Well, there's you, of course. Look at you, all lively and filled with hope for the new year!
There's me, obviously. I know I vanished for over a month, and I'll make no excuses. I'd think of blogging and couldn't think of a single thing to say that wasn't already being said by everyone else. I hope you all had a great holiday season, and I hope your Monday didn't suck too awful bad.

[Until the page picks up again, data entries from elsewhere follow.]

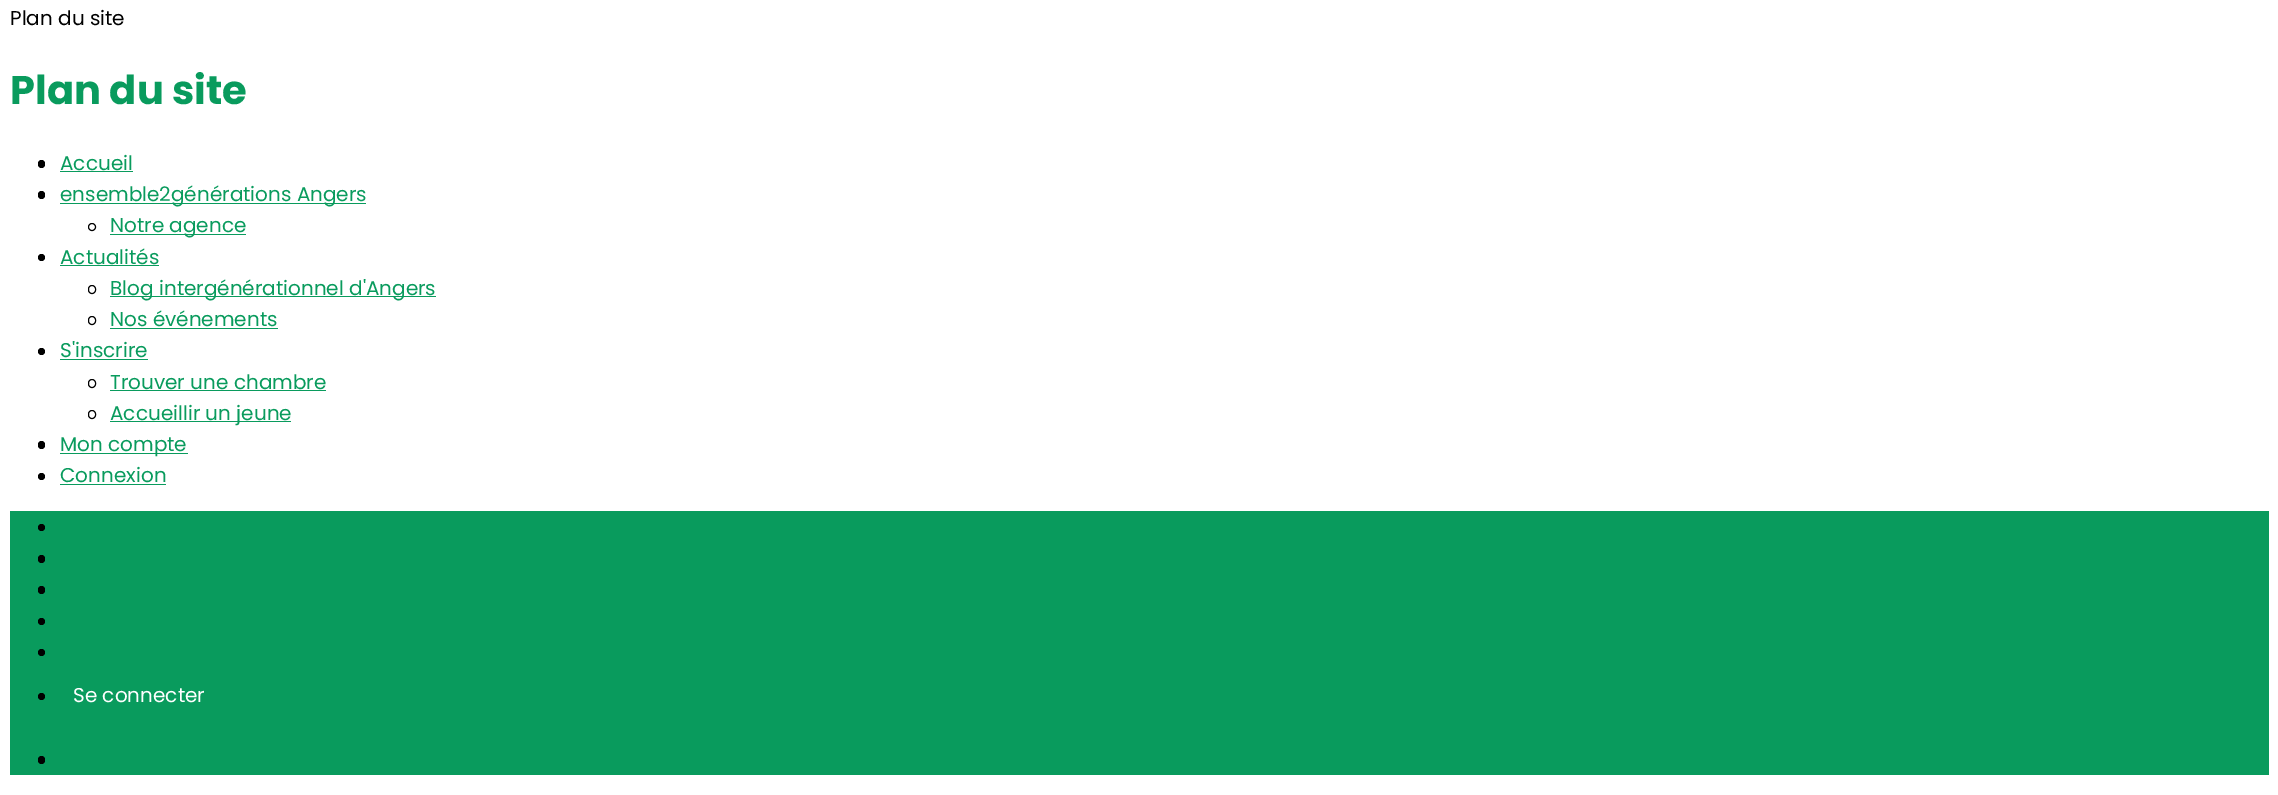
%!PS
<< /PageSize [2278 795] >> setpagedevice
/rgb { dup -16 bitshift 255 div exch dup -8 bitshift 255 and 255 div exch 255 and 255 div setrgbcolor } def
/font { [ exch dup neg 0 0 3 -1 roll 0 0 ] selectfont } def
/text { moveto show } def
/circle { newpath 0 360 arc closepath } def
/roundrect { 5 dict begin { /r /h /w /y /x } { exch def } forall
  x r add y moveto x w add y 2 copy h add r arct x w add y h add x 1 index r arct
  x y h add x y r arct x y 2 copy exch w add exch r arct closepath end } def
0 795 translate 1 -1 scale
4 setmiterlimit
/s1 { /Poppins-Regular 20 font 16#000000 rgb } def
/s2 { /Poppins-Bold 40 font 16#099B5D rgb } def
/s3 { /Poppins-Regular 20 font 16#099B5D rgb } def
/s4 { /Poppins-Regular 20 font 16#FFFFFF rgb } def
16#FFFFFF rgb
0 0 2278 795 rectfill
s1
(Plan du site) 10 25 text
s2
(Plan du site) 10 104 text
16#000000 rgb
38 160 7 8 3.5 roundrect fill
s3
(Accueil) 60 170 text
60 171 73 1 rectfill
16#000000 rgb
38 191 7 8 3.5 roundrect fill
16#099B5D rgb
60 203 306 1 rectfill
(ensemble2générations Angers) 60 201 text
16#000000 rgb
92 227 3.5 circle stroke
16#099B5D rgb
110 234 136 1 rectfill
(Notre agence) 110 232 text
16#000000 rgb
41.5 257.5 3.5 circle fill
s3
(Actualités) 60 264 text
60 265 99 1 rectfill
16#000000 rgb
88.5 285.5 7 8 3.5 roundrect stroke
16#099B5D rgb
110 296 326 1 rectfill
(Blog intergénérationnel d'Angers) 110 295 text
16#000000 rgb
88.5 316.5 7 8 3.5 roundrect stroke
s3
(Nos événements) 110 326 text
110 328 168 1 rectfill
16#000000 rgb
41.5 351.5 3.5 circle fill
s3
(S'inscrire) 60 357 text
60 359 88 1 rectfill
16#000000 rgb
88.5 379.5 7 8 3.5 roundrect stroke
s3
(Trouver une chambre) 110 389 text
110 390 216 1 rectfill
16#000000 rgb
88.5 410.5 7 8 3.5 roundrect stroke
16#099B5D rgb
110 421 181 1 rectfill
(Accueillir un jeune) 110 420 text
16#000000 rgb
38 441 7 8 3.5 roundrect fill
16#099B5D rgb
60 453 128 1 rectfill
(Mon compte) 60 451 text
16#000000 rgb
41.5 476.5 3.5 circle fill
s3
(Connexion) 60 482 text
60 484 106 1 rectfill
10 511 2259 264 rectfill
16#000000 rgb
41.5 527.5 3.5 circle fill
38 555 7 8 3.5 roundrect fill
38 586 7 8 3.5 roundrect fill
41.5 621.5 3.5 circle fill
41.5 652.5 3.5 circle fill
41.5 696.5 3.5 circle fill
s4
(Se connecter) 73 702 text
16#000000 rgb
38 756 7 8 3.5 roundrect fill
showpage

In a few weeks is my one year blog anniversary. I think about the year I've had, and it's definitely been a rollercoaster of hope and dismay. I think I've achieved my happy place, though. I'm not defeated. I'd like to think of it as pacing myself. For so many months I worked tirelessly (or dragging ass at times) on finding an agent. I wrote two MSS. Started two more. I kept pushing myself, and you know what? I don't operate that well under pressure, especially pressure I put on myself. I had about ten agents ask for partials or fulls on my second MS, and I let myself get wrapped up in the hope of being published.
I've reached a point of patience I didn't know I had. I'll keep toiling, at my own pace on the stories I want to write. Sometimes I think I should write to the market. I've been told my stories are too far removed from mainstream that I'm shooting myself in the foot. I decided I'm okay with that. I'd rather 'make it' on a book that is 'me' than a book I wrote I didn't enjoy, and have to write more just like it or similar to it. I just need to find an agent that fits; one that gets my quirky humor and thinks my crazy stories will appeal to enough readers to make it worth their while.
Right? Maybe? I suspect this might be another lie to myself.
How 'bout you guys? Keeping it real or swimming in fantasy? Anyone land an agent while I sat on the couch this month, nursing my allergy to the internet?